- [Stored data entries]

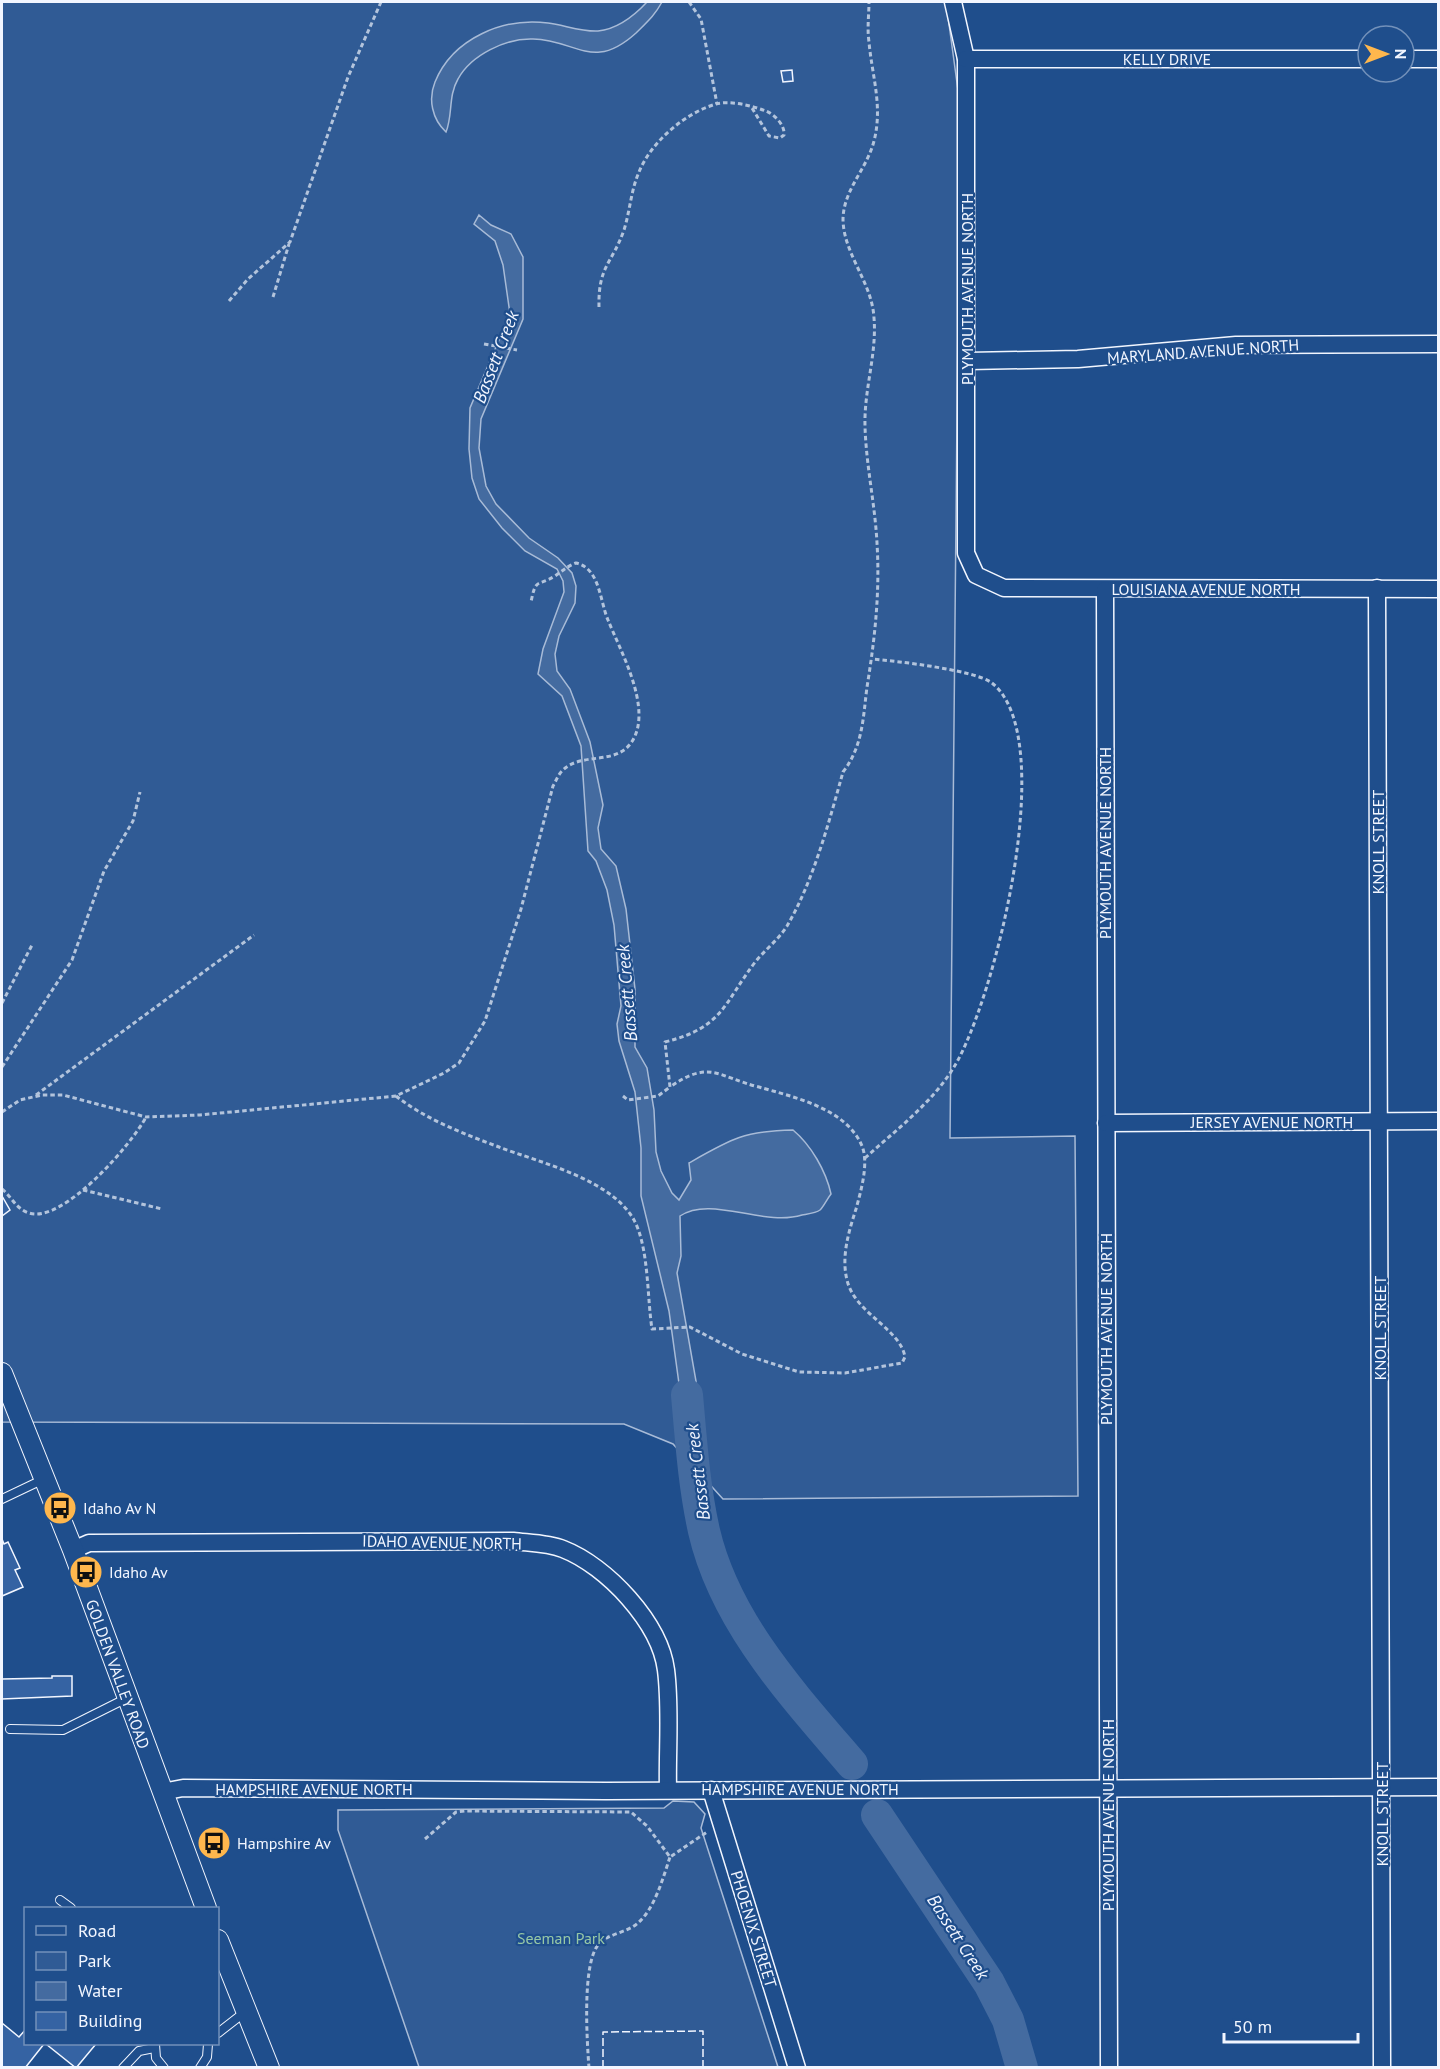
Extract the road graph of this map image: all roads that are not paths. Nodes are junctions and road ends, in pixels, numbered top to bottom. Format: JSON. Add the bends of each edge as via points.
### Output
{"nodes":[{"id":1,"x":953,"y":2,"type":"edge"},
{"id":2,"x":966,"y":59,"type":"junction"},
{"id":3,"x":1356,"y":59,"type":"edge"},
{"id":4,"x":1416,"y":59,"type":"edge"},
{"id":5,"x":1438,"y":59,"type":"edge"},
{"id":6,"x":1438,"y":344,"type":"edge"},
{"id":7,"x":968,"y":361,"type":"junction"},
{"id":8,"x":976,"y":575,"type":"joint"},
{"id":9,"x":1377,"y":588,"type":"junction"},
{"id":10,"x":1438,"y":589,"type":"edge"},
{"id":11,"x":1105,"y":590,"type":"junction"},
{"id":12,"x":1380,"y":1122,"type":"junction"},
{"id":13,"x":1438,"y":1122,"type":"edge"},
{"id":14,"x":1106,"y":1123,"type":"junction"},
{"id":15,"x":2,"y":1373,"type":"edge"},
{"id":16,"x":44,"y":1479,"type":"junction"},
{"id":17,"x":2,"y":1499,"type":"edge"},
{"id":18,"x":73,"y":1550,"type":"junction"},
{"id":19,"x":127,"y":1698,"type":"junction"},
{"id":20,"x":10,"y":1729,"type":"dead end"},
{"id":21,"x":1382,"y":1787,"type":"junction"},
{"id":22,"x":1438,"y":1787,"type":"edge"},
{"id":23,"x":1108,"y":1788,"type":"junction"},
{"id":24,"x":668,"y":1790,"type":"junction"},
{"id":25,"x":711,"y":1790,"type":"junction"},
{"id":26,"x":162,"y":1792,"type":"junction"},
{"id":27,"x":60,"y":1900,"type":"dead end"},
{"id":28,"x":70,"y":1907,"type":"edge"},
{"id":29,"x":206,"y":1907,"type":"edge"},
{"id":30,"x":219,"y":1943,"type":"edge"},
{"id":31,"x":245,"y":2012,"type":"junction"},
{"id":32,"x":219,"y":2032,"type":"edge"},
{"id":33,"x":208,"y":2045,"type":"edge"},
{"id":34,"x":154,"y":2046,"type":"edge"},
{"id":35,"x":123,"y":2067,"type":"edge"},
{"id":36,"x":164,"y":2067,"type":"edge"},
{"id":37,"x":200,"y":2067,"type":"edge"},
{"id":38,"x":269,"y":2067,"type":"edge"},
{"id":39,"x":797,"y":2067,"type":"edge"},
{"id":40,"x":1109,"y":2067,"type":"edge"},
{"id":41,"x":1382,"y":2067,"type":"edge"}],
"edges":[{"from":1,"to":2,"type":"street","name":"PLYMOUTH AVENUE NORTH"},
{"from":2,"to":3,"type":"street","name":"KELLY DRIVE"},
{"from":2,"to":7,"type":"street","name":"PLYMOUTH AVENUE NORTH"},
{"from":4,"to":5,"type":"street"},
{"from":6,"to":7,"type":"street","name":"MARYLAND AVENUE NORTH","via":[[1236,345],[1078,359]]},
{"from":7,"to":8,"type":"street","name":"PLYMOUTH AVENUE NORTH","via":[[966,553]]},
{"from":8,"to":11,"type":"street","name":"LOUISIANA AVENUE NORTH","via":[[1004,588]]},
{"from":9,"to":10,"type":"street","name":"LOUISIANA AVENUE NORTH"},
{"from":9,"to":11,"type":"street","name":"LOUISIANA AVENUE NORTH"},
{"from":9,"to":12,"type":"street","name":"KNOLL STREET"},
{"from":11,"to":14,"type":"street","name":"PLYMOUTH AVENUE NORTH"},
{"from":12,"to":13,"type":"street","name":"JERSEY AVENUE NORTH"},
{"from":12,"to":14,"type":"street","name":"JERSEY AVENUE NORTH"},
{"from":12,"to":21,"type":"street","name":"KNOLL STREET"},
{"from":14,"to":23,"type":"street","name":"PLYMOUTH AVENUE NORTH"},
{"from":15,"to":16,"type":"street","name":"GOLDEN VALLEY ROAD"},
{"from":16,"to":17,"type":"lane"},
{"from":16,"to":18,"type":"street","name":"GOLDEN VALLEY ROAD"},
{"from":18,"to":19,"type":"street","name":"GOLDEN VALLEY ROAD"},
{"from":18,"to":24,"type":"street","name":"IDAHO AVENUE NORTH","via":[[89,1543],[502,1541],[562,1548],[591,1563],[617,1585],[658,1641],[666,1670]]},
{"from":19,"to":20,"type":"lane","via":[[63,1730]]},
{"from":19,"to":26,"type":"street","name":"GOLDEN VALLEY ROAD"},
{"from":21,"to":22,"type":"street","name":"HAMPSHIRE AVENUE NORTH"},
{"from":21,"to":23,"type":"street","name":"HAMPSHIRE AVENUE NORTH"},
{"from":21,"to":41,"type":"street","name":"KNOLL STREET"},
{"from":23,"to":25,"type":"street","name":"HAMPSHIRE AVENUE NORTH"},
{"from":23,"to":40,"type":"street","name":"PLYMOUTH AVENUE NORTH"},
{"from":24,"to":25,"type":"street","name":"HAMPSHIRE AVENUE NORTH"},
{"from":24,"to":26,"type":"street","name":"HAMPSHIRE AVENUE NORTH","via":[[183,1788]]},
{"from":25,"to":39,"type":"street","name":"PHOENIX STREET"},
{"from":26,"to":29,"type":"street","name":"GOLDEN VALLEY ROAD"},
{"from":27,"to":28,"type":"lane"},
{"from":30,"to":31,"type":"street"},
{"from":31,"to":32,"type":"lane"},
{"from":31,"to":38,"type":"street"},
{"from":33,"to":37,"type":"lane","via":[[207,2057]]},
{"from":34,"to":35,"type":"lane","via":[[139,2051]]},
{"from":34,"to":36,"type":"lane","via":[[156,2058]]}]}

- [Exercise requirements] Leave the pictures out and reproduce all of the records exactly.

- [Solved problem]
Extract the road graph of this map image: all roads that are not paths. Nodes are junctions and road ends, in pixels, numbered top to bottom. Format: JSON. Add the bends of each edge as via points.
### Output
{"nodes":[{"id":1,"x":953,"y":2,"type":"edge"},
{"id":2,"x":966,"y":59,"type":"junction"},
{"id":3,"x":1356,"y":59,"type":"edge"},
{"id":4,"x":1416,"y":59,"type":"edge"},
{"id":5,"x":1438,"y":59,"type":"edge"},
{"id":6,"x":1438,"y":344,"type":"edge"},
{"id":7,"x":968,"y":361,"type":"junction"},
{"id":8,"x":976,"y":575,"type":"joint"},
{"id":9,"x":1377,"y":588,"type":"junction"},
{"id":10,"x":1438,"y":589,"type":"edge"},
{"id":11,"x":1105,"y":590,"type":"junction"},
{"id":12,"x":1380,"y":1122,"type":"junction"},
{"id":13,"x":1438,"y":1122,"type":"edge"},
{"id":14,"x":1106,"y":1123,"type":"junction"},
{"id":15,"x":2,"y":1373,"type":"edge"},
{"id":16,"x":44,"y":1479,"type":"junction"},
{"id":17,"x":2,"y":1499,"type":"edge"},
{"id":18,"x":73,"y":1550,"type":"junction"},
{"id":19,"x":127,"y":1698,"type":"junction"},
{"id":20,"x":10,"y":1729,"type":"dead end"},
{"id":21,"x":1382,"y":1787,"type":"junction"},
{"id":22,"x":1438,"y":1787,"type":"edge"},
{"id":23,"x":1108,"y":1788,"type":"junction"},
{"id":24,"x":668,"y":1790,"type":"junction"},
{"id":25,"x":711,"y":1790,"type":"junction"},
{"id":26,"x":162,"y":1792,"type":"junction"},
{"id":27,"x":60,"y":1900,"type":"dead end"},
{"id":28,"x":70,"y":1907,"type":"edge"},
{"id":29,"x":206,"y":1907,"type":"edge"},
{"id":30,"x":219,"y":1943,"type":"edge"},
{"id":31,"x":245,"y":2012,"type":"junction"},
{"id":32,"x":219,"y":2032,"type":"edge"},
{"id":33,"x":208,"y":2045,"type":"edge"},
{"id":34,"x":154,"y":2046,"type":"edge"},
{"id":35,"x":123,"y":2067,"type":"edge"},
{"id":36,"x":164,"y":2067,"type":"edge"},
{"id":37,"x":200,"y":2067,"type":"edge"},
{"id":38,"x":269,"y":2067,"type":"edge"},
{"id":39,"x":797,"y":2067,"type":"edge"},
{"id":40,"x":1109,"y":2067,"type":"edge"},
{"id":41,"x":1382,"y":2067,"type":"edge"}],
"edges":[{"from":1,"to":2,"type":"street","name":"PLYMOUTH AVENUE NORTH"},
{"from":2,"to":3,"type":"street","name":"KELLY DRIVE"},
{"from":2,"to":7,"type":"street","name":"PLYMOUTH AVENUE NORTH"},
{"from":4,"to":5,"type":"street"},
{"from":6,"to":7,"type":"street","name":"MARYLAND AVENUE NORTH","via":[[1236,345],[1078,359]]},
{"from":7,"to":8,"type":"street","name":"PLYMOUTH AVENUE NORTH","via":[[966,553]]},
{"from":8,"to":11,"type":"street","name":"LOUISIANA AVENUE NORTH","via":[[1004,588]]},
{"from":9,"to":10,"type":"street","name":"LOUISIANA AVENUE NORTH"},
{"from":9,"to":11,"type":"street","name":"LOUISIANA AVENUE NORTH"},
{"from":9,"to":12,"type":"street","name":"KNOLL STREET"},
{"from":11,"to":14,"type":"street","name":"PLYMOUTH AVENUE NORTH"},
{"from":12,"to":13,"type":"street","name":"JERSEY AVENUE NORTH"},
{"from":12,"to":14,"type":"street","name":"JERSEY AVENUE NORTH"},
{"from":12,"to":21,"type":"street","name":"KNOLL STREET"},
{"from":14,"to":23,"type":"street","name":"PLYMOUTH AVENUE NORTH"},
{"from":15,"to":16,"type":"street","name":"GOLDEN VALLEY ROAD"},
{"from":16,"to":17,"type":"lane"},
{"from":16,"to":18,"type":"street","name":"GOLDEN VALLEY ROAD"},
{"from":18,"to":19,"type":"street","name":"GOLDEN VALLEY ROAD"},
{"from":18,"to":24,"type":"street","name":"IDAHO AVENUE NORTH","via":[[89,1543],[502,1541],[562,1548],[591,1563],[617,1585],[658,1641],[666,1670]]},
{"from":19,"to":20,"type":"lane","via":[[63,1730]]},
{"from":19,"to":26,"type":"street","name":"GOLDEN VALLEY ROAD"},
{"from":21,"to":22,"type":"street","name":"HAMPSHIRE AVENUE NORTH"},
{"from":21,"to":23,"type":"street","name":"HAMPSHIRE AVENUE NORTH"},
{"from":21,"to":41,"type":"street","name":"KNOLL STREET"},
{"from":23,"to":25,"type":"street","name":"HAMPSHIRE AVENUE NORTH"},
{"from":23,"to":40,"type":"street","name":"PLYMOUTH AVENUE NORTH"},
{"from":24,"to":25,"type":"street","name":"HAMPSHIRE AVENUE NORTH"},
{"from":24,"to":26,"type":"street","name":"HAMPSHIRE AVENUE NORTH","via":[[183,1788]]},
{"from":25,"to":39,"type":"street","name":"PHOENIX STREET"},
{"from":26,"to":29,"type":"street","name":"GOLDEN VALLEY ROAD"},
{"from":27,"to":28,"type":"lane"},
{"from":30,"to":31,"type":"street"},
{"from":31,"to":32,"type":"lane"},
{"from":31,"to":38,"type":"street"},
{"from":33,"to":37,"type":"lane","via":[[207,2057]]},
{"from":34,"to":35,"type":"lane","via":[[139,2051]]},
{"from":34,"to":36,"type":"lane","via":[[156,2058]]}]}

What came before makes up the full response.